Activity: Establish how many lines in the records below include the word "image"; respond with that number only.

Data in this exercise:
● ● ● ● ● ● ●

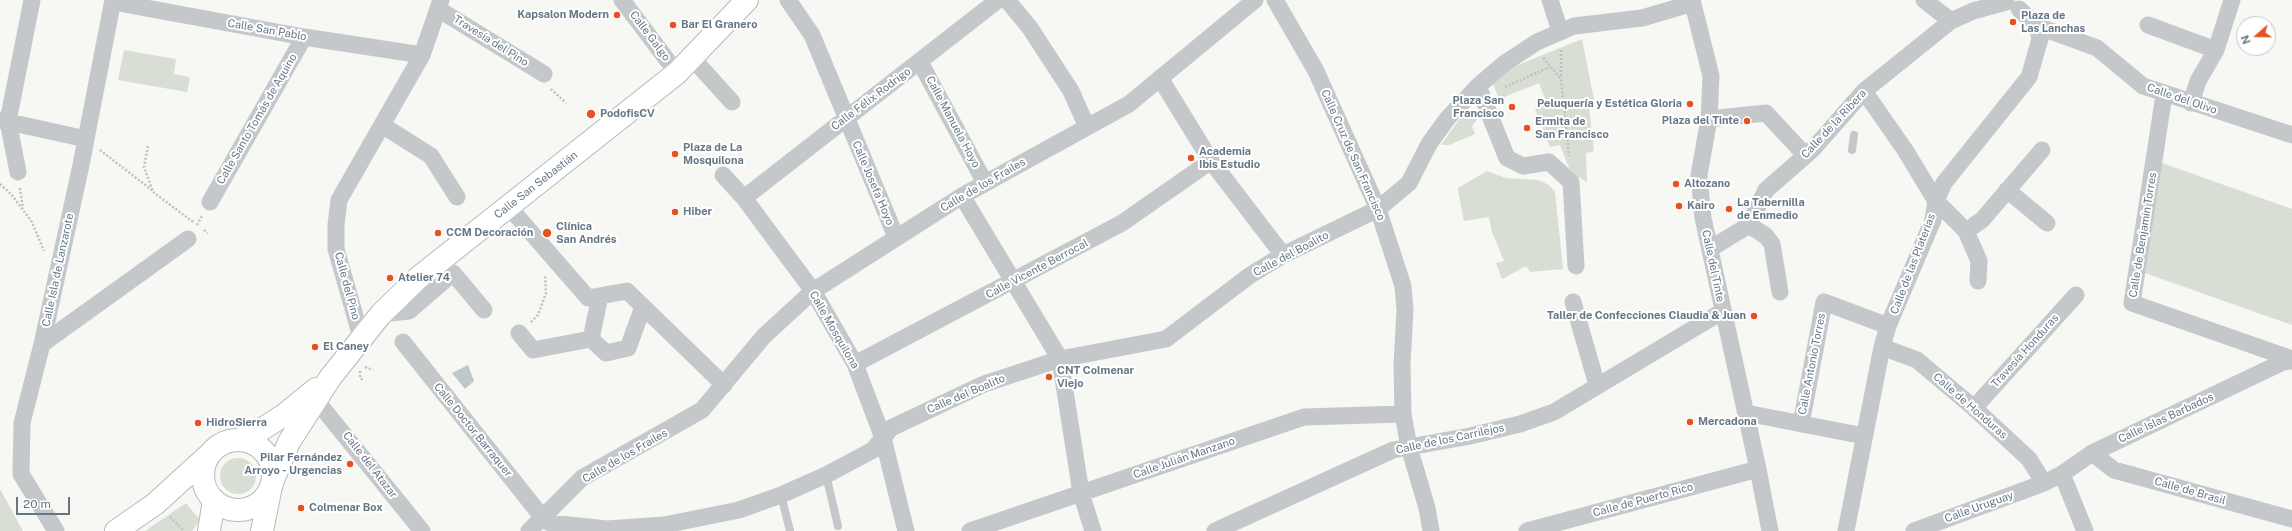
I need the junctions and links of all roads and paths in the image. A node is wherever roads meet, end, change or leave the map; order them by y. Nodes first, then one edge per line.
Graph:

● ● ● ● ● ● ●

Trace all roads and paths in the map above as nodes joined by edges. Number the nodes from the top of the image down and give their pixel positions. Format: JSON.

● ● ● ● ● ● ●

Exercise output: 2